___ Data excerpts ___

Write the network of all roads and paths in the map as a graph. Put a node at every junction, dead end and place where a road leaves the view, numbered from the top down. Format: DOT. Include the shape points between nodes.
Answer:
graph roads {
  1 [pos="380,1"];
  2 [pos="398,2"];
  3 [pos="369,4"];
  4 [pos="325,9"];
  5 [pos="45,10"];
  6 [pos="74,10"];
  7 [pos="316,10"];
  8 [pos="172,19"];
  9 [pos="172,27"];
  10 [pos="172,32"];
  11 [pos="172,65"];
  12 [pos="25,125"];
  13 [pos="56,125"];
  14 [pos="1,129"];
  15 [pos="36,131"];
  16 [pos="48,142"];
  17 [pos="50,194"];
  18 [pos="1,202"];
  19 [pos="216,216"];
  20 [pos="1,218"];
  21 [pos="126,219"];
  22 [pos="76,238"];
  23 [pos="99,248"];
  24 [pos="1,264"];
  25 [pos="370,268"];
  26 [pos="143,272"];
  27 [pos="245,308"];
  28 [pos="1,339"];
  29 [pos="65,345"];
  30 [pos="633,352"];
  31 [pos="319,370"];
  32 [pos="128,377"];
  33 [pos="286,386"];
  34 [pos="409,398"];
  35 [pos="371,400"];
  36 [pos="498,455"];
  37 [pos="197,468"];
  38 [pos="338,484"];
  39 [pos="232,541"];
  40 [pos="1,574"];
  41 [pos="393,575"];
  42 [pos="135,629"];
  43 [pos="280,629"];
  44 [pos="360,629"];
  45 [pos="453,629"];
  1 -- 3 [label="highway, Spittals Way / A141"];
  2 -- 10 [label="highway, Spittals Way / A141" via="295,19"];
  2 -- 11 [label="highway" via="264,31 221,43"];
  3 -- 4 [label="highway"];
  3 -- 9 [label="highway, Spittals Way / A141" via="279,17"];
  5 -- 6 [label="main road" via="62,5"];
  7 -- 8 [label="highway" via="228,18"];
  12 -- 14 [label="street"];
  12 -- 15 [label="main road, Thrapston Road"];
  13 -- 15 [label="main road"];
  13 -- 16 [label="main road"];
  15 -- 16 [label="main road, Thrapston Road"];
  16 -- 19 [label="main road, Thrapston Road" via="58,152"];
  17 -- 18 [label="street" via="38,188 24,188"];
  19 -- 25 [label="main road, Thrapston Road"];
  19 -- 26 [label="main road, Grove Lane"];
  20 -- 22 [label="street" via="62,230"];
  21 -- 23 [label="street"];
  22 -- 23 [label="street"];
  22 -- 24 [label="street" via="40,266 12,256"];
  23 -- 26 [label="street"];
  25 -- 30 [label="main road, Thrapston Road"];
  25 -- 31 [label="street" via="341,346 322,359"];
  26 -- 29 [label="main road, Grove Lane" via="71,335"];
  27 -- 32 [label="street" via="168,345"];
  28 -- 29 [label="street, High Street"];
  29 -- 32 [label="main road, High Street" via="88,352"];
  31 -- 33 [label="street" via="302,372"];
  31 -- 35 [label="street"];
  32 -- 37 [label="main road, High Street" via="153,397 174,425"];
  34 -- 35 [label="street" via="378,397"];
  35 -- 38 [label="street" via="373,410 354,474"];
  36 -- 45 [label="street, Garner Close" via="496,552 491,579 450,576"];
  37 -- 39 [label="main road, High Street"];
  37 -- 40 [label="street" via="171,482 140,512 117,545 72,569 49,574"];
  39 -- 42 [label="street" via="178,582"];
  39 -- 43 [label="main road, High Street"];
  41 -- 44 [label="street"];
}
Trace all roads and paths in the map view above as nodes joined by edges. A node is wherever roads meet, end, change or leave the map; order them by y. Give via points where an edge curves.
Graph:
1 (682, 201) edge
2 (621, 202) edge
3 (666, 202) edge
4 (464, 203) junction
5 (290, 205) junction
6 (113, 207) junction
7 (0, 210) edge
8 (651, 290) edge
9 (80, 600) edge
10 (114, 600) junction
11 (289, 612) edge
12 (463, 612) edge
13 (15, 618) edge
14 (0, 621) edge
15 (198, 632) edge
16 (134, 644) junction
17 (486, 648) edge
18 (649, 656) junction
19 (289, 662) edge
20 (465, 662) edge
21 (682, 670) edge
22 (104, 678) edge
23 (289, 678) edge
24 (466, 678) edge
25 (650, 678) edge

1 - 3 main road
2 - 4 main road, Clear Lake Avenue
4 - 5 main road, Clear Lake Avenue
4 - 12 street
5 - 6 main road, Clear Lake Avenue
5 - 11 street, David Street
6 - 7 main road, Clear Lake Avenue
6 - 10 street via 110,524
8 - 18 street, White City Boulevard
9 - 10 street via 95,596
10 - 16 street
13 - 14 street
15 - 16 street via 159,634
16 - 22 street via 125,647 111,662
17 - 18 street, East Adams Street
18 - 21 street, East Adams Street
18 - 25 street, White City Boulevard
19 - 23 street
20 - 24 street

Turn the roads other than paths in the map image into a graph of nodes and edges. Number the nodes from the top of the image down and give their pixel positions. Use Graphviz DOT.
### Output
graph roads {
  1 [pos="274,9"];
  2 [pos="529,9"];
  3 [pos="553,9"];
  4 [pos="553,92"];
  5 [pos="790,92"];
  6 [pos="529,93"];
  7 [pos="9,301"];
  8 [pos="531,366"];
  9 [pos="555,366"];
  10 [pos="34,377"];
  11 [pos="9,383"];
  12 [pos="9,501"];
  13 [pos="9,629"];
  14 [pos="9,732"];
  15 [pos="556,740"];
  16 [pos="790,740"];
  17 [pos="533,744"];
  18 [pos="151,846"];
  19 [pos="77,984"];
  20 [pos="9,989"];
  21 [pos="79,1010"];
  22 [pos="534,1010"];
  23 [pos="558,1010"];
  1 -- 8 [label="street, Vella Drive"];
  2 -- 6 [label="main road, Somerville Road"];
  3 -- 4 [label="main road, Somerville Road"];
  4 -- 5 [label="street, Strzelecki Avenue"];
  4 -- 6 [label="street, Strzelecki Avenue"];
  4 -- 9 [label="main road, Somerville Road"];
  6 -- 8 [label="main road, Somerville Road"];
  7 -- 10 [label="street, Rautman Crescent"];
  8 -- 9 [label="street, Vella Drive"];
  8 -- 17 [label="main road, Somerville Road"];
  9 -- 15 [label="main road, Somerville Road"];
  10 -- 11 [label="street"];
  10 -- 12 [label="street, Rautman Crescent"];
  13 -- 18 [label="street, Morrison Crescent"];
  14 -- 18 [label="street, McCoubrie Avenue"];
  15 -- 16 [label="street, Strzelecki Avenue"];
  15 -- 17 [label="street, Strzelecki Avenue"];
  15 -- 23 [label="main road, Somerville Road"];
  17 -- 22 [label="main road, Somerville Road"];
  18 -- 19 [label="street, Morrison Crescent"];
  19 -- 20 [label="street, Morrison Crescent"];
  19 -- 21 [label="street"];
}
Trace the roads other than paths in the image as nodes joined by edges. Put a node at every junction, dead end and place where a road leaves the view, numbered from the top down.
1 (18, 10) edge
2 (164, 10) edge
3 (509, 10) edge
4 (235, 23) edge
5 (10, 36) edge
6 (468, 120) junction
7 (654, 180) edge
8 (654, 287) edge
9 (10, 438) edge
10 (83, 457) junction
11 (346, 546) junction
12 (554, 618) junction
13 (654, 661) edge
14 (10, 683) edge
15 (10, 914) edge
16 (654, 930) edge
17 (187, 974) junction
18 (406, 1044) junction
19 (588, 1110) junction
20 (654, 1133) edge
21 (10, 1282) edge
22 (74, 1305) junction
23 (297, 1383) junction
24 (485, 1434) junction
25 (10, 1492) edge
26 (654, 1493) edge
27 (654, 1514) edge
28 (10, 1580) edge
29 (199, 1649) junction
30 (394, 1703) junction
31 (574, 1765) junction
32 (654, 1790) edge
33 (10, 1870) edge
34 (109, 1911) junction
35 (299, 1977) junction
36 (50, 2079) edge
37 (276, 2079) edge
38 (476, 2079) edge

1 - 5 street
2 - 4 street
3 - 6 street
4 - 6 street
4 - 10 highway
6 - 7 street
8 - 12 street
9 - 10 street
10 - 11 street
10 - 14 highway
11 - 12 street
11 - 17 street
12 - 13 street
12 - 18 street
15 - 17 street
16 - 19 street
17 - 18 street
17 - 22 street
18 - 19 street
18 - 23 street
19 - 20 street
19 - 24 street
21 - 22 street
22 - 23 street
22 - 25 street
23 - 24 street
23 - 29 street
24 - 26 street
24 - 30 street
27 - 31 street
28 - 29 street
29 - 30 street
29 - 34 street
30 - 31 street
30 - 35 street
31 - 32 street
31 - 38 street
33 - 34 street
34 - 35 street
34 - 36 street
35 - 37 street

___

▸ **Assignment**:
Say how many lines of the data include the word "Vella". Nothing other than the number should be given.

▸ **Response to this task**:
2